#### In this notebook we are going to use spaCy to find out what customers are complaining about

In [None]:
import pandas as pd

In [None]:
reviews = pd.read_csv('data/biz_review_3-5.csv')

In [None]:
reviews_text = reviews['text'].str.lower()

#### One focus will be on finding customer complaints about food.
#### To do so, we will use a table with food labels and train spaCy to recognize them.

In [None]:
import spacy

In [None]:
food_df = pd.read_csv('data/food_labels.csv')

In [None]:
food_labels = food_df[food_df['description'].str.contains('[a-zA-Z]') == True]['description']

In [None]:
food_labels = food_labels[food_labels.str.split().apply(len) <= 2].drop_duplicates()

In [None]:
food_labels = food_labels.str.lower()

In [None]:
food_labels = food_labels[food_labels.str.contains('.*,.*,.*', regex=True) == False]

In [None]:
# Fix: Foods are comma seperated and order is reversed: 'muffins, blueberry' become 'blueberry muffins'

food_labels[food_labels.str.contains(', ') == True] = (
    food_labels[food_labels.str.contains(', ') == True].str.split(', ', expand=True)[1] +
    ' ' +
    food_labels[food_labels.str.contains(', ') == True].str.split(', ', expand=True)[0]
)

food_labels[food_labels.str.contains(',') == True] = (
    food_labels[food_labels.str.contains(',') == True].str.split(',', expand=True)[1] +
    ' ' +
    food_labels[food_labels.str.contains(',') == True].str.split(',', expand=True)[0]
)

In [None]:
# If label has no plural, create singular form.
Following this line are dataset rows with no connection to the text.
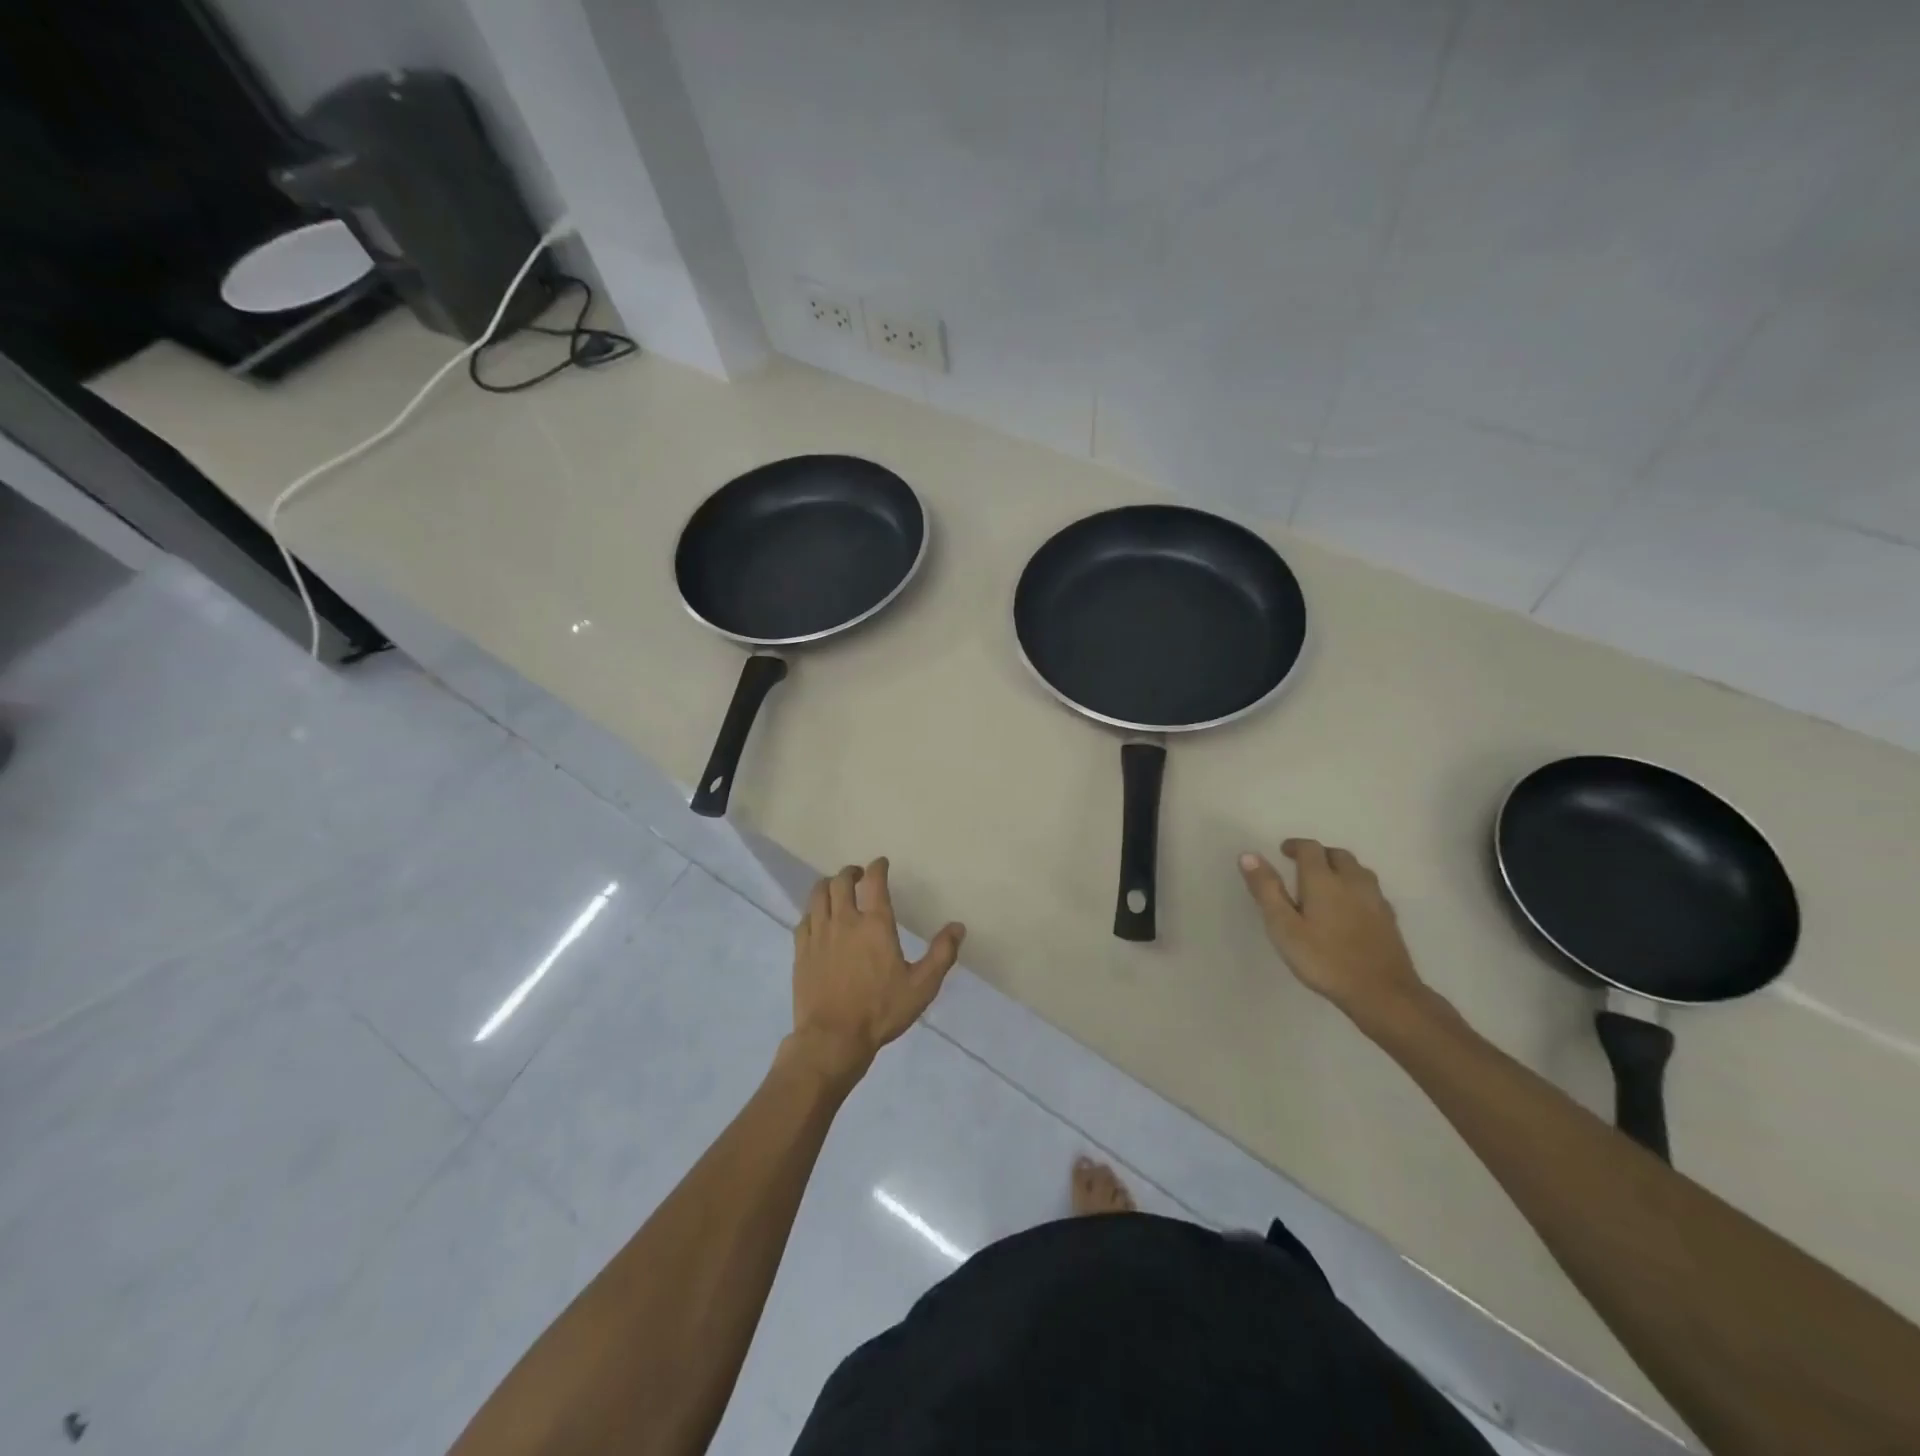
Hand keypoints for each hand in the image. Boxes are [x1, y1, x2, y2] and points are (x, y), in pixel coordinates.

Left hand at [785, 858, 964, 1084]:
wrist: (833, 1038)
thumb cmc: (881, 1011)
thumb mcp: (922, 986)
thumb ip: (941, 954)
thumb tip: (958, 927)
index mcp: (875, 924)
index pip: (874, 882)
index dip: (878, 867)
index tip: (881, 863)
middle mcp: (844, 921)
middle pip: (841, 881)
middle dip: (851, 873)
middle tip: (858, 876)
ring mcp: (819, 934)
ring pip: (818, 895)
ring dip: (828, 885)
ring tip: (836, 889)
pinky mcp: (801, 951)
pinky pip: (804, 919)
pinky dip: (813, 911)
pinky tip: (817, 918)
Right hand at [1239, 839, 1428, 1026]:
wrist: (1382, 993)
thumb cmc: (1324, 959)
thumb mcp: (1283, 927)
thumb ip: (1266, 890)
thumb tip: (1248, 855)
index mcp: (1324, 880)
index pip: (1310, 849)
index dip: (1295, 846)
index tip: (1283, 851)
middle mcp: (1352, 882)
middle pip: (1338, 855)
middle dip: (1319, 855)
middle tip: (1303, 866)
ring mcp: (1375, 900)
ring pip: (1358, 871)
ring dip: (1340, 868)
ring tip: (1327, 882)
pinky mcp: (1390, 919)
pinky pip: (1371, 891)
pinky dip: (1356, 888)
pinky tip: (1351, 907)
If label has no singular, create plural 

import lemminflect

nlp = spacy.load('en_core_web_lg')

inflected_labels = []

for label in food_labels:
    
    doc = nlp(label)

    if len(doc) == 1:
        if doc[0].tag_ == 'NNS':
            inflected_labels.append(doc[0]._.inflect('NN'))
        else:
            inflected_labels.append(doc[0]._.inflect('NNS'))

    if len(doc) == 2:
        if doc[1].tag_ == 'NNS':
            inflected_labels.append(doc[0].text + ' ' + doc[1]._.inflect('NN'))
        else:
            inflected_labels.append(doc[0].text + ' ' + doc[1]._.inflect('NNS'))

In [None]:
food_labels_inflected = pd.Series(inflected_labels)

In [None]:
food_labels = pd.concat([food_labels, food_labels_inflected])

In [None]:
food_labels.drop_duplicates(inplace=True)

In [None]:
# Add food labels to entity ruler

food_labels = food_labels  # Remove 'bar' from foods_labels, add 'product'

patterns = []

nlp = spacy.load('en_core_web_lg')

ruler = nlp.add_pipe('entity_ruler', before='ner')

for label in food_labels:
    patterns.append({'label': 'FOOD', 'pattern': label})

ruler.add_patterns(patterns)

In [None]:
ruler.to_disk('data/food_patterns.jsonl')

#### We can now use the matcher to look for specific word patterns

In [None]:
from spacy.matcher import Matcher

In [116]:
# The function takes as arguments:
# model=spaCy language model, must be stringformat
# file=PandasSeries with strings to analyse
# pattern=Patterns to look for
# ruler=an entity ruler with additional entity labels, optional, must be a path in string format referring to a jsonl file
# The name of the matcher in capital letters

def match_reviews(model, file, pattern, matcher_name, ruler_path=None):

   from spacy.matcher import Matcher
    
   nlp = spacy.load(model)

   if ruler_path:
      ruler = nlp.add_pipe("entity_ruler", before='ner')
      ruler.from_disk(ruler_path)
 
   matcher = Matcher(nlp.vocab)

   matcher.add(matcher_name, pattern, greedy='LONGEST')

   matches_temp = []
   matches = []

   for text in file:
      doc=nlp(text)
      matches_temp = matcher(doc)
      if matches_temp != []:
         for match in matches_temp:
            matches.append(doc[match[1]:match[2]].text)

   return matches

In [117]:
model = 'en_core_web_lg'
file = reviews_text[:1000]
pattern = [
    [
        {'ENT_TYPE': 'FOOD'},
        {'LEMMA': {'IN': ['be', 'taste', 'smell']}},
        {'DEP': 'neg', 'OP': '?'},
        {'POS': 'ADV', 'OP': '?'},
        {'POS': 'ADJ'}
    ]
]
matcher_name = 'FOOD_MATCHER'
ruler_path = 'data/food_patterns.jsonl'

food_matches = match_reviews(model, file, pattern, matcher_name, ruler_path)